▶ Exercise brief:
Select all lines in the records that include "highway".

Start of Records for this task

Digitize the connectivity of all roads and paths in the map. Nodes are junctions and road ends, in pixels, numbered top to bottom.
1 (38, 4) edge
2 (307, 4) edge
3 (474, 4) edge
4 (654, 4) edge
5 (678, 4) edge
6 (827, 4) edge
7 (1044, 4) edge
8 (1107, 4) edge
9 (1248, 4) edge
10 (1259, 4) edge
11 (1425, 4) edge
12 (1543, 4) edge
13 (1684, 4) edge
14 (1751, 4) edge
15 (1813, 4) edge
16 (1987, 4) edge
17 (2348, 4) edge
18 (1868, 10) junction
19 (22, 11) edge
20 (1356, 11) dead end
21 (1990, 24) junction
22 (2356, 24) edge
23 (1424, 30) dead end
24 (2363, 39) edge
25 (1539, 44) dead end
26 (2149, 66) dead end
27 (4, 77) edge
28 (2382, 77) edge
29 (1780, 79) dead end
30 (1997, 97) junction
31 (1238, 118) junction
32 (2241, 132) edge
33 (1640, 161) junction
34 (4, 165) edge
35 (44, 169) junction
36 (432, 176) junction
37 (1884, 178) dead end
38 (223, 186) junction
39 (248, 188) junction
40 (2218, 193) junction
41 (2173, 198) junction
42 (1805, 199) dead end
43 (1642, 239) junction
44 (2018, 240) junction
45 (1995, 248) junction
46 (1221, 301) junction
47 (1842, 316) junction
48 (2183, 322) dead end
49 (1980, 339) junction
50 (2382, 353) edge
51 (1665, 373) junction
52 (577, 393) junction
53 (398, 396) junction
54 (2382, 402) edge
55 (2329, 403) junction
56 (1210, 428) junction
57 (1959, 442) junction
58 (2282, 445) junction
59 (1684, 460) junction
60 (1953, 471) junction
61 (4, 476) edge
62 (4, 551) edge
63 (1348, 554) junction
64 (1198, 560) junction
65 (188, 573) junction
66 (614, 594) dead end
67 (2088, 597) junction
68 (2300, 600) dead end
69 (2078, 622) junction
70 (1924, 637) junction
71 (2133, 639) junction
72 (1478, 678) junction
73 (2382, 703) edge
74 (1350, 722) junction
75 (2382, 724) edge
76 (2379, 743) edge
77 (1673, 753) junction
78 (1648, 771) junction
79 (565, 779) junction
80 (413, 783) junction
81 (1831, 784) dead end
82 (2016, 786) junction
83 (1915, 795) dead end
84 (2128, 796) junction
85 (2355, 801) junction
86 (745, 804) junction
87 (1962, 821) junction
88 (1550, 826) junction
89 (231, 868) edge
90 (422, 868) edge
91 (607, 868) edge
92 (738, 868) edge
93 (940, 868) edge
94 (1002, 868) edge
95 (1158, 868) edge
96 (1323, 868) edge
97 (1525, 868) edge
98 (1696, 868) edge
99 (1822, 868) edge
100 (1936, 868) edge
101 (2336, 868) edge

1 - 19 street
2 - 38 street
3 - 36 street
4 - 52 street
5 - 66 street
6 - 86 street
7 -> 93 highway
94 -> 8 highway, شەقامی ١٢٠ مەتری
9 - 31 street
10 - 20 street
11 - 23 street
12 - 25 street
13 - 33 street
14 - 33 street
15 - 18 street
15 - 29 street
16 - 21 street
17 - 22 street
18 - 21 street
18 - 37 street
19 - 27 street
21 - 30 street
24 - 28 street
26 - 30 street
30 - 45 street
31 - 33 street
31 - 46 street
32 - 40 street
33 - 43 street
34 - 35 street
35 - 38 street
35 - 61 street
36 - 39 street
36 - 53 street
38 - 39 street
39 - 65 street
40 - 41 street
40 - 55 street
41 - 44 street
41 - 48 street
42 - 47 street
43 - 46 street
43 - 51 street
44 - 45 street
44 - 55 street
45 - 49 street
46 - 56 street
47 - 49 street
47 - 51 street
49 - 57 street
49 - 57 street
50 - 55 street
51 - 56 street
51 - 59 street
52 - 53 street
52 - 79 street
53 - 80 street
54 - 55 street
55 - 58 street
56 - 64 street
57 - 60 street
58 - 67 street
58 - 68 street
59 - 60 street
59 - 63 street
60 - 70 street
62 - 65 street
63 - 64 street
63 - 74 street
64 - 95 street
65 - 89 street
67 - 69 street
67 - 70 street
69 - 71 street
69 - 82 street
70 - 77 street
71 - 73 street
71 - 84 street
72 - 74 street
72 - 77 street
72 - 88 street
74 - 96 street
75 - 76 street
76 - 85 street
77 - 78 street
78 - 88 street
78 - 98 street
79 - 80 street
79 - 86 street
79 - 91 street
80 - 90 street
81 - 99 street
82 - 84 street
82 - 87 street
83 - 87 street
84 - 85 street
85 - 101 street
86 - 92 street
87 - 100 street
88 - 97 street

End of Records for this task

▶ Final answer:
7 -> 93 highway
94 -> 8 highway, شەقامی ١٢٠ مەتری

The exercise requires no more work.